----- Records to process -----

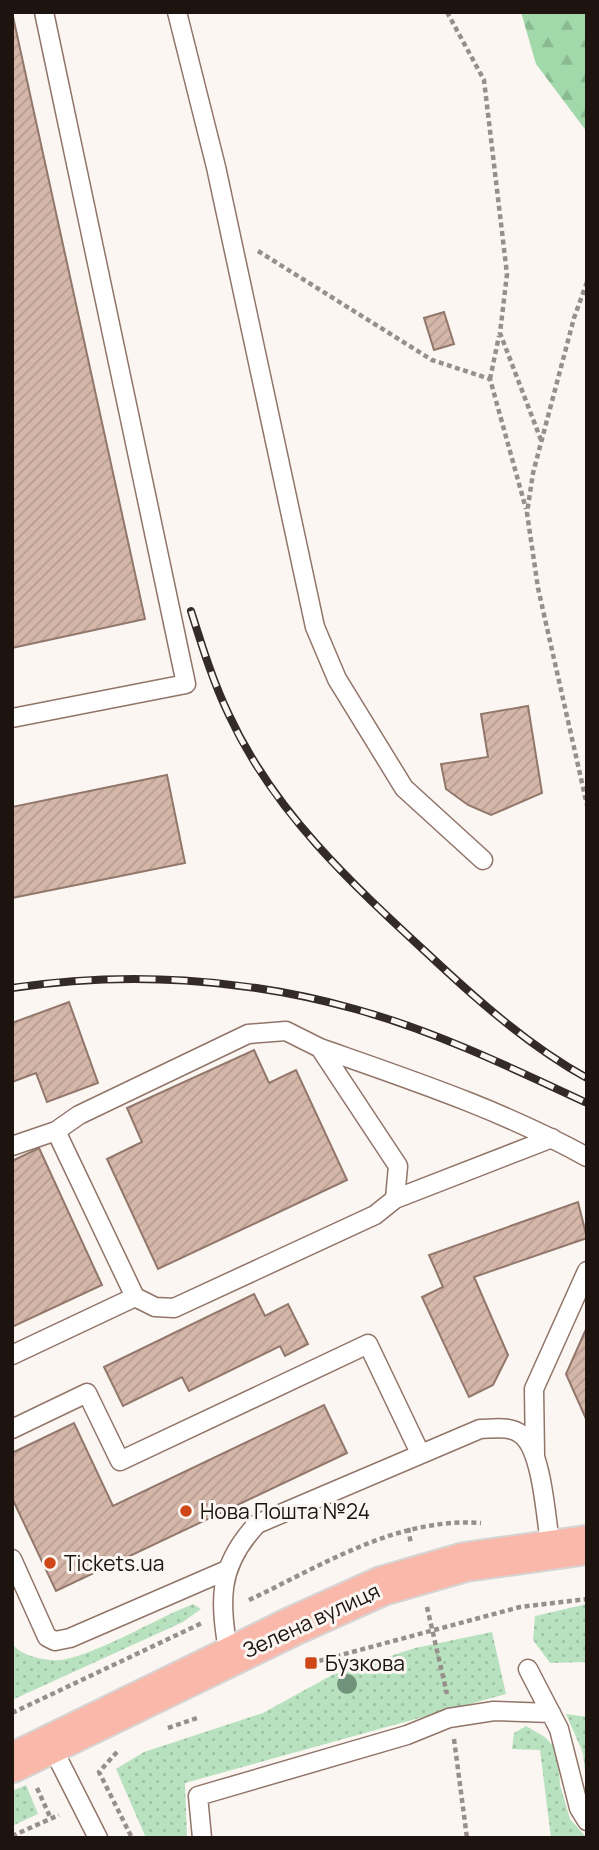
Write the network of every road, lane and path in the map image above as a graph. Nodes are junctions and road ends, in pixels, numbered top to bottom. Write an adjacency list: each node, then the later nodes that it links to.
1 (44, 12): 10 (lane)
2 (177, 12): 4 (lane)
3 (447, 12): 6 (path)
4 (231, 234): 7 (path); 12 (lane)
5 (587, 282): 8 (path)
6 (500, 333): 7 (path); 8 (path)
7 (490, 379): 9 (path)
8 (541, 441): 9 (path)
9 (527, 513): 11 (path)
10 (12, 718)
11 (587, 804)
12 (483, 860)
13 (320, 1048): 14 (lane); 15 (lane); 18 (lane)
14 (56, 1131): 16 (lane); 20 (lane)
15 (552, 1138): 17 (lane); 18 (lane)
16 (12, 1146)
17 (587, 1157)
18 (395, 1199): 20 (lane)
19 (587, 1272): 24 (lane)
20 (135, 1297): 21 (lane)
21 (12, 1355)
22 (12, 1429): 23 (lane)
23 (421, 1453): 24 (lane); 28 (lane)
24 (535, 1455): 26 (lane)
25 (408, 1528): 29 (path)
26 (569, 1547): 29 (main road, Зелена вулиця)
27 (12, 1559): 28 (lane)
28 (227, 1570): 33 (lane)
29 (417, 1574): 32 (path); 33 (main road, Зелена вулиця)
30 (587, 1598): 32 (path)
31 (202, 1623): 37 (path)
32 (433, 1628): 34 (path); 36 (path)
33 (229, 1658): 43 (main road, Зелена вулиця)
34 (311, 1663)
35 (528, 1670): 38 (lane)
36 (448, 1700)
37 (12, 1713)
38 (551, 1713): 47 (lane); 51 (lane)
39 (200, 1717): 40 (path)
40 (162, 1730)
41 (453, 1732): 52 (path)
42 (125, 1742): 50 (path)
43 (51, 1745): 44 (main road, Зелена вулиця); 49 (lane)
44 (24, 1775): 46 (path)
45 (71, 1810): 46 (path)
46 (51, 1819): 48 (path)
47 (587, 1821)
48 (14, 1836)
49 (98, 1838)
50 (132, 1838)
51 (202, 1838)
52 (467, 1838)

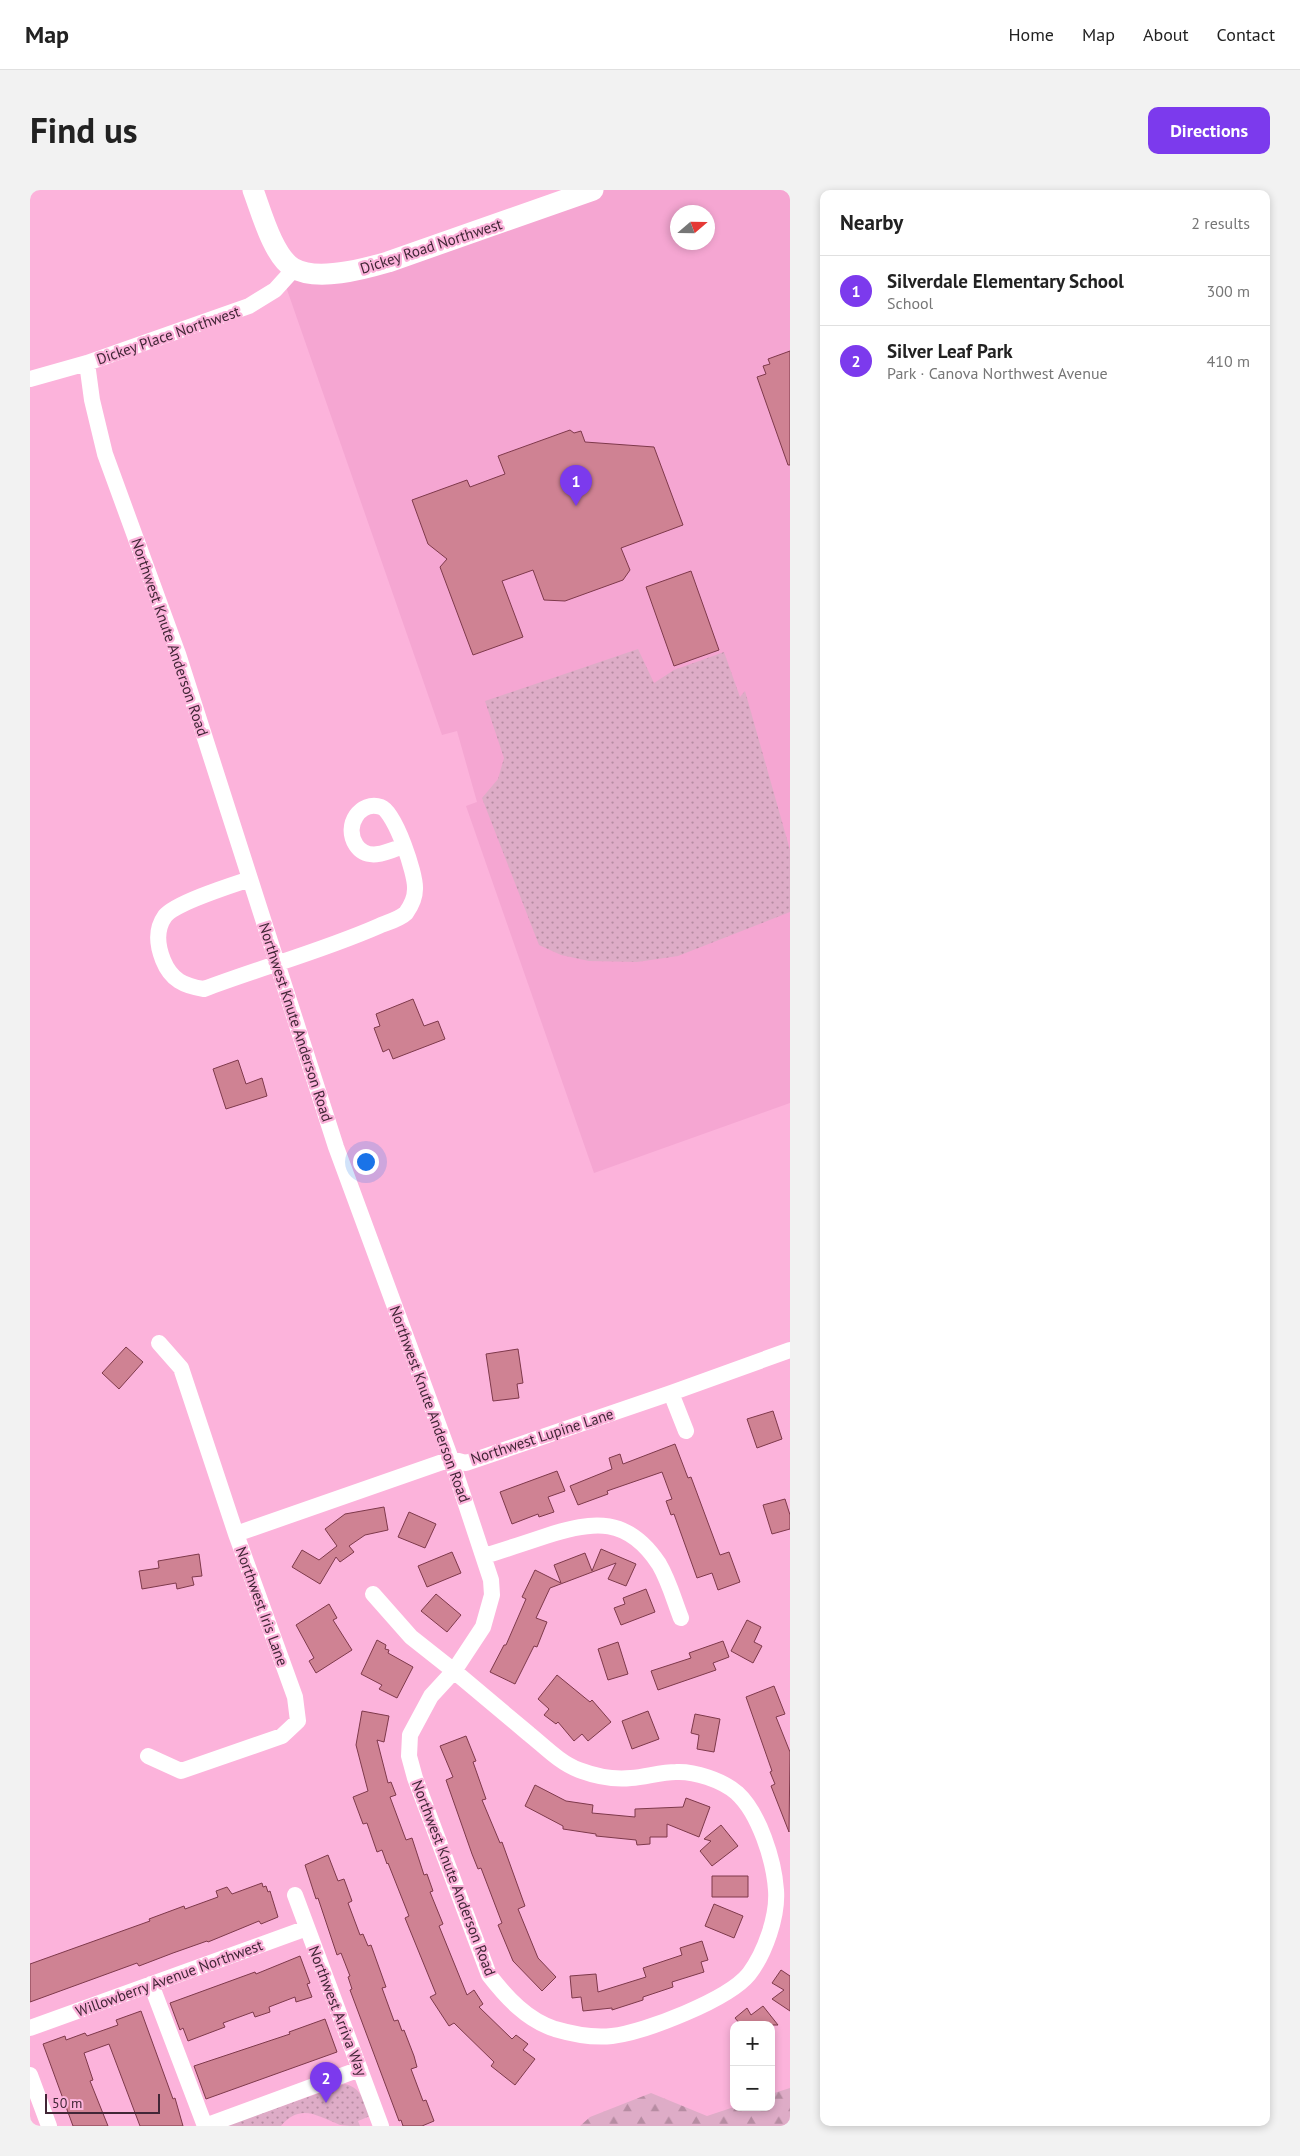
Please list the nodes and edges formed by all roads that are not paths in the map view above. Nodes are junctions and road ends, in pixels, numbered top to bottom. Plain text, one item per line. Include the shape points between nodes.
1 (253, 190) edge
2 (593, 190) edge
3 (294, 269) junction
4 (87, 364) junction
5 (30, 379) edge
6 (404, 846) dead end
7 (250, 879) junction
8 (277, 964) junction
9 (159, 1343) dead end
10 (790, 1350) edge
11 (671, 1393) junction
12 (686, 1431) dead end
13 (451, 1459) junction
14 (236, 1534) junction
15 (484, 1556) junction
16 (372, 1594) dead end
17 (681, 1618) dead end
18 (454, 1671) junction
19 (148, 1756) dead end
20 (295, 1895) dead end
21 (307, 1928) junction
22 (151, 1984) junction
23 (30, 2028) edge
24 (360, 2069) junction
25 (30, 2075) edge
26 (49, 2126) edge
27 (205, 2126) edge
28 (381, 2126) edge

1 - 3 street via 276,247
2 - 3 street, Dickey Road Northwest via 363,270 315,274
3 - 4 street, Dickey Place Northwest via 275,290 249,306
4 - 5 street, Dickey Place Northwest
4 - 7 street, Northwest Knute Anderson Road via 105,454 178,654
6 - 8 street via 416,888 413,902 404,915
7 - 8 street, Northwest Knute Anderson Road
7 - 8 street via 166,914 157,938 161,955 167,971 179,982 204,989
8 - 13 street, Northwest Knute Anderson Road via 336,1147
9 - 14 street, Northwest Iris Lane via 181,1368
10 - 11 street, Northwest Lupine Lane
11 - 12 street
11 - 13 street, Northwest Lupine Lane via 466,1463
13 - 14 street, Northwest Lupine Lane
13 - 15 street, Northwest Knute Anderson Road
14 - 19 street, Northwest Iris Lane via 295,1697 298,1721 282,1736 181,1771
15 - 17 street via 577,1527 605,1524 638,1539 660,1565
15 - 18 street, Northwest Knute Anderson Road via 492,1595 489,1611 474,1642
16 - 18 street via 411,1637
18 - 18 street, Northwest Knute Anderson Road via 431,1696 410,1735 409,1756 489,1975 504,1994 536,2020 555,2029 612,2036 662,2022 696,2008 724,1994 748,1976 763,1952 772,1922 776,1891 770,1856 756,1819 736,1792 704,1775 676,1772 629,1778 604,1777 577,1769 557,1757
20 - 21 street, Northwest Arriva Way
21 - 22 street, Willowberry Avenue Northwest
21 - 24 street, Northwest Arriva Way
22 - 23 street, Willowberry Avenue Northwest
22 - 27 street
24 - 27 street
24 - 28 street, Northwest Arriva Way
25 - 26 street

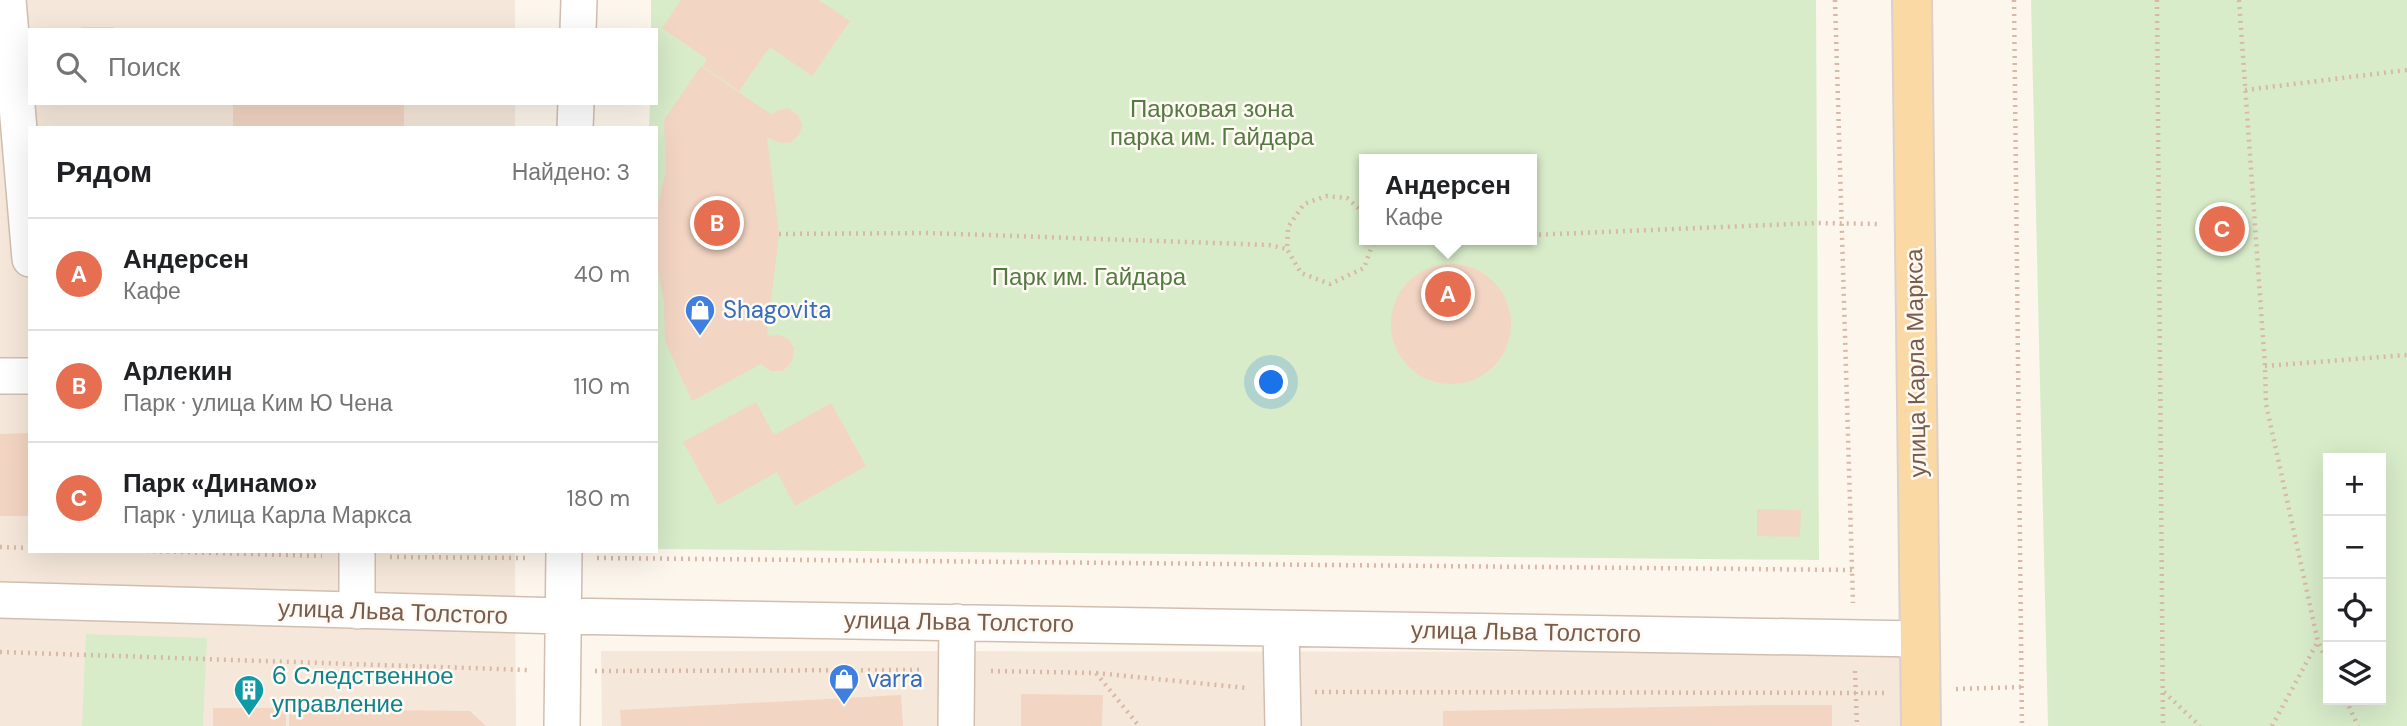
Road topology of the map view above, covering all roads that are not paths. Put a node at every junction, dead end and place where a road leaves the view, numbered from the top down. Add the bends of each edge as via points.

-----

[What you should do] Take the data above and set it down exactly, images excluded.

[Reply]
Write the network of every road, lane and path in the map image above as a graph. Nodes are junctions and road ends, in pixels, numbered top to bottom. Write an adjacency list: each node, then the later nodes that it links to.
1 (44, 12): 10 (lane)
2 (177, 12): 4 (lane)
3 (447, 12): 6 (path)
4 (231, 234): 7 (path); 12 (lane)
5 (587, 282): 8 (path)
6 (500, 333): 7 (path); 8 (path)
7 (490, 379): 9 (path)
8 (541, 441): 9 (path)
9 (527, 513): 11 (path)
10 (12, 718)
11 (587, 804)
12 (483, 860)
13 (320, 1048): 14 (lane); 15 (lane); 18 (lane)
14 (56, 1131): 16 (lane); 20 (lane)
15 (552, 1138): 17 (lane); 18 (lane)
16 (12, 1146)
17 (587, 1157)
18 (395, 1199): 20 (lane)
19 (587, 1272): 24 (lane)
20 (135, 1297): 21 (lane)
21 (12, 1355)
22 (12, 1429): 23 (lane)
23 (421, 1453): 24 (lane); 28 (lane)
24 (535, 1455): 26 (lane)
25 (408, 1528): 29 (path)
26 (569, 1547): 29 (main road, Зелена вулиця)
27 (12, 1559): 28 (lane)
28 (227, 1570): 33 (lane)
29 (417, 1574): 32 (path); 33 (main road, Зелена вулиця)
30 (587, 1598): 32 (path)
31 (202, 1623): 37 (path)
32 (433, 1628): 34 (path); 36 (path)
33 (229, 1658): 43 (main road, Зелена вулиця)
34 (311, 1663)
35 (528, 1670): 38 (lane)
36 (448, 1700)
37 (12, 1713)
38 (551, 1713): 47 (lane); 51 (lane)
39 (200, 1717): 40 (path)
40 (162, 1730)
41 (453, 1732): 52 (path)
42 (125, 1742): 50 (path)
43 (51, 1745): 44 (main road, Зелена вулиця); 49 (lane)
44 (24, 1775): 46 (path)
45 (71, 1810): 46 (path)
46 (51, 1819): 48 (path)
47 (587, 1821)
48 (14, 1836)
49 (98, 1838)
50 (132, 1838)
51 (202, 1838)
52 (467, 1838)

Please list the nodes and edges formed by all roads that are not paths in the map view above. Nodes are junctions and road ends, in pixels, numbered top to bottom. Plain text, one item per line. Include the shape points between nodes.
1 (253, 190) edge
2 (593, 190) edge
3 (294, 269) junction
4 (87, 364) junction
5 (30, 379) edge
6 (404, 846) dead end
7 (250, 879) junction
8 (277, 964) junction
9 (159, 1343) dead end
10 (790, 1350) edge
11 (671, 1393) junction
12 (686, 1431) dead end
13 (451, 1459) junction
14 (236, 1534) junction
15 (484, 1556) junction
16 (372, 1594) dead end
17 (681, 1618) dead end
18 (454, 1671) junction
19 (148, 1756) dead end
20 (295, 1895) dead end
21 (307, 1928) junction
22 (151, 1984) junction
23 (30, 2028) edge
24 (360, 2069) junction
25 (30, 2075) edge
26 (49, 2126) edge
27 (205, 2126) edge
28 (381, 2126) edge

1 - 3 street via 276,247
2 - 3 street, Dickey Road Northwest via 363,270 315,274
3 - 4 street, Dickey Place Northwest via 275,290 249,306
4 - 5 street, Dickey Place Northwest
4 - 7 street, Northwest Knute Anderson Road via 105,454 178,654
6 - 8 street via 416,888 413,902 404,915
7 - 8 street, Northwest Knute Anderson Road
7 - 8 street via 166,914 157,938 161,955 167,971 179,982 204,989
8 - 13 street, Northwest Knute Anderson Road via 336,1147
9 - 14 street, Northwest Iris Lane via 181,1368
10 - 11 street, Northwest Lupine Lane
11 - 12 street
11 - 13 street, Northwest Lupine Lane via 466,1463
13 - 14 street, Northwest Lupine Lane
13 - 15 street, Northwest Knute Anderson Road
14 - 19 street, Northwest Iris Lane via 295,1697 298,1721 282,1736 181,1771
15 - 17 street via 577,1527 605,1524 638,1539 660,1565
15 - 18 street, Northwest Knute Anderson Road via 492,1595 489,1611 474,1642
16 - 18 street via 411,1637
18 - 18 street, Northwest Knute Anderson Road via 431,1696 410,1735 409,1756 489,1975 504,1994 536,2020 555,2029 612,2036 662,2022 696,2008 724,1994 748,1976 763,1952 772,1922 776,1891 770,1856 756,1819 736,1792 704,1775 676,1772 629,1778 604,1777 577,1769 557,1757
20 - 21 street, Northwest Arriva Way
21 - 22 street, Willowberry Avenue Northwest
21 - 24 street, Northwest Arriva Way
22 - 23 street, Willowberry Avenue Northwest
22 - 27 street
24 - 27 street
24 - 28 street, Northwest Arriva Way
25 - 26 street

Road topology of the map view above, covering all roads that are not paths. Put a node at every junction, dead end and place where a road leaves the view, numbered from the top down. Add the bends of each edge as via points.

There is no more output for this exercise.